Banking Shares Halt Skid, But Market Is Still Shaky

Bank stocks advanced Wednesday after three days of losses, as investors navigated a maze of conflicting signs on the health of the economy and banks' earnings prospects.

"It's not clear who will provide leadership in the group," said Kathy Cole, a bank analyst at Bank One Investment Advisors. "Some days the safe- haven regionals perform well; other days it's the money-centers, and it's unusual for that to happen so often in a month."

It was the money-center banks' turn to shine Wednesday. Shares of Chase Manhattan Corp., Citicorp, and J.P. Morgan & Co. all rose after rumors dissipated that Brazil would devalue its currency. These companies all have substantial exposure to Brazil and other Latin American countries.

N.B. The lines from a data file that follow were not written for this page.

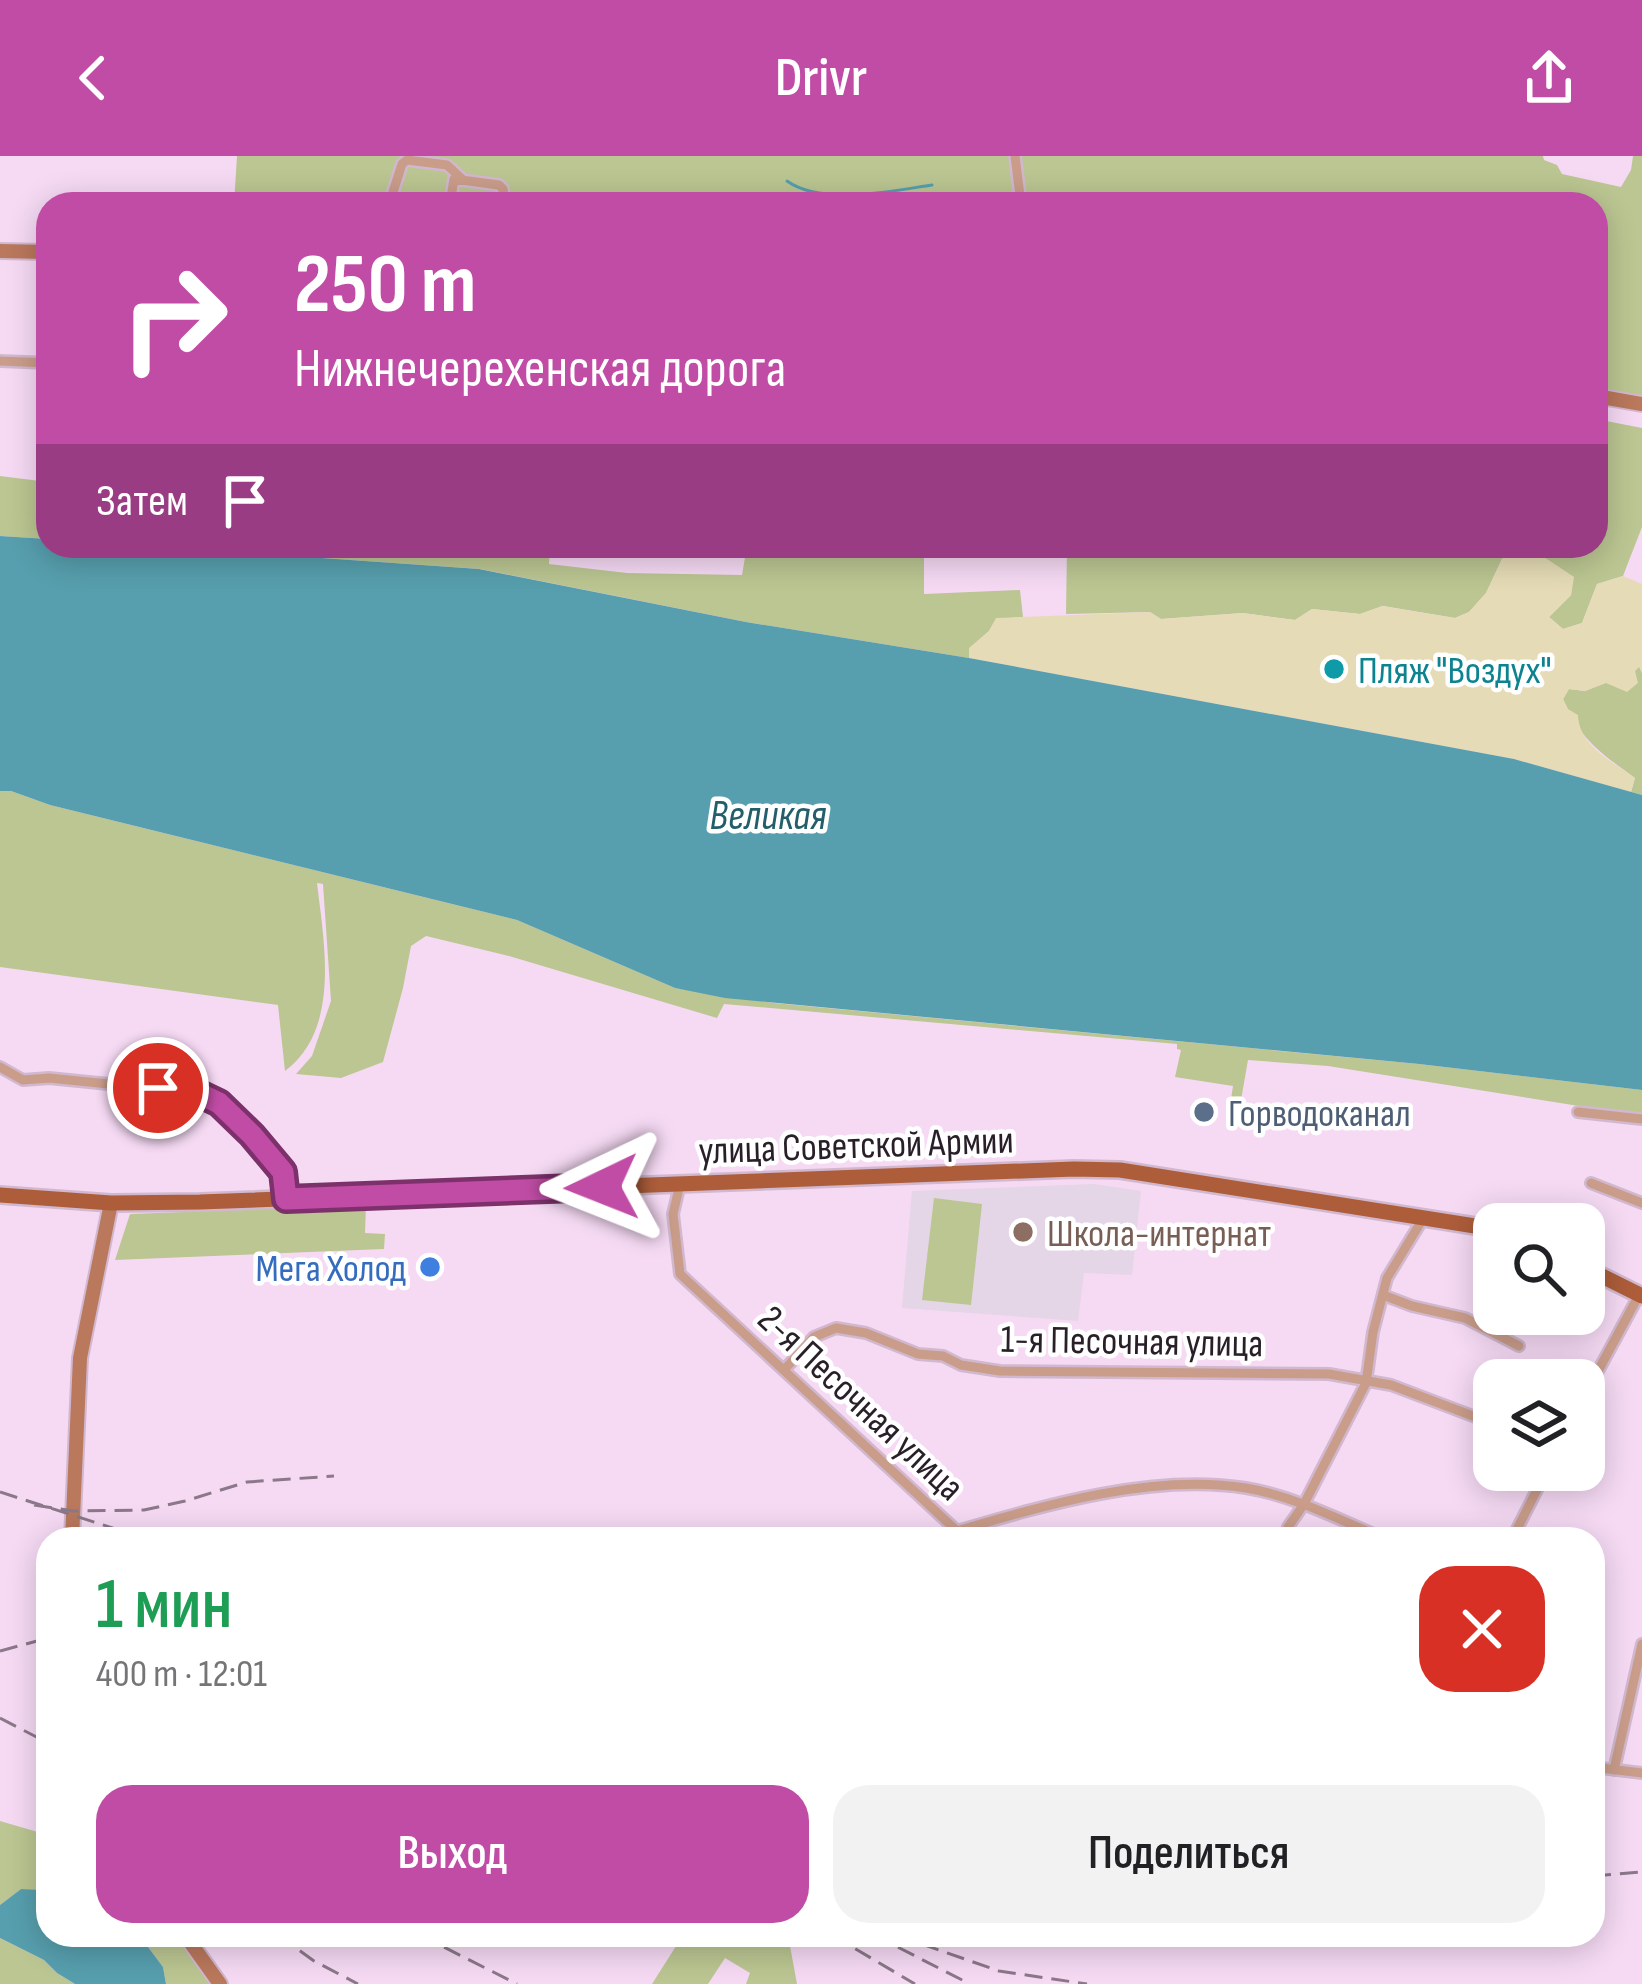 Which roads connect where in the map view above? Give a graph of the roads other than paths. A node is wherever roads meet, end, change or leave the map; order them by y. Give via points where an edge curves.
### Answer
1 (1016, 156) edge
2 (462, 179) junction
3 (393, 192) dead end
4 (452, 192) edge
5 (503, 192) edge
6 (1020, 192) edge
7 (0, 250) edge
8 (36, 251) edge
9 (0, 361) edge
10 (36, 362) edge
11 (1608, 398) edge
12 (1642, 404) edge
13 (0, 1067) edge
14 (1578, 1112) dead end
15 (1642, 1119) edge
16 (1591, 1183) dead end
17 (680, 1184) junction
18 (0, 1195) edge
19 (286, 1199) junction
20 (111, 1203) junction
21 (1642, 1203) edge
22 (1424, 1217) junction
23 (1473, 1225) edge
24 (1605, 1277) edge
25 (1383, 1295) junction
26 (1641, 1295) edge
27 (1520, 1346) dead end
28 (1605, 1359) edge
29 (784, 1370) junction
30 (1366, 1383) junction
31 (1473, 1416) edge
32 (1536, 1491) edge
33 (1304, 1504) junction
34 (73, 1527) edge
35 (946, 1527) edge
36 (981, 1527) edge
37 (1288, 1527) edge
38 (1357, 1527) edge
39 (1518, 1527) edge
40 (1642, 1644) edge
41 (1605, 1769) edge
42 (1614, 1770) junction
43 (1642, 1773) edge
44 (194, 1947) edge
45 (220, 1984) edge

1 - 6 street
2 - 3 street via 447,165 407,160
2 - 4 street via 454,179
2 - 5 street
7 - 8 street
9 - 10 street
11 - 12 street
13 - 19 street via 23,1080 198,1093 219,1103 273,1159
14 - 15 street
16 - 21 street
17 - 19 main road, улица Советской Армии
17 - 22 main road, улица Советской Армии via 1120,1169
17 - 29 street, 2-я Песочная улица via 680,1274
18 - 20 main road, улица Советской Армии
19 - 20 main road, улица Советской Армии
20 - 34 street via 80,1358
22 - 23 main road, улица Советской Армии
22 - 25 street
24 - 26 main road
25 - 27 street via 1465,1318
25 - 30 street
26 - 28 street
29 - 30 street, 1-я Песочная улица via 814,1337 836,1328 1000,1371 1328,1374
29 - 35 street, 2-я Песочная улица
30 - 31 street, 1-я Песочная улица
30 - 33 street
32 - 39 street
33 - 36 street, 2-я Песочная улица via 1246,1488 1178,1485 1081,1497
33 - 37 street
33 - 38 street, 2-я Песочная улица
40 - 42 street
41 - 42 street
42 - 43 street
44 - 45 street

"It's a spastic market," said Credit Suisse First Boston bank analyst Michael Mayo. "It sells off when emerging-market concerns arise and returns when those fears are untrue."

A handful of regionals also fared well, particularly Wachovia Corp., which rose $2.625, to $85.625, the day after announcing it would buy the Charlotte, N.C. brokerage Interstate/Johnson Lane Inc. for less than market value.

But investors are still grappling with a host of unknowns that complicate putting money into bank stocks.

There is no consensus on whether the stock market has stabilized-in large part because it is unclear whether the economy will head into recession, revert to the slow growth pattern demonstrated three years ago, or neither of the above.

Trying to analyze it all "is like breathing mud," Ms. Cole observed.

Bank managements have been advising since August that earnings growth would slow next year, and people who attended a regional banking conference sponsored by Warburg Dillon Read this week say CEOs were telling the same story. Several banks have announced they will fire thousands to meet Wall Street's earnings expectations.

Some companies are demonstrating particular trouble with the low interest rates.

First Boston's Mr. Mayo said such companies as Summit Bancorp, Crestar Financial Corp., and First Virginia Banks Inc. missed third-quarter earnings estimates because of net interest margin pressure.

He recently cut 1999 earning estimates for Summit to $2.80 per share from $3.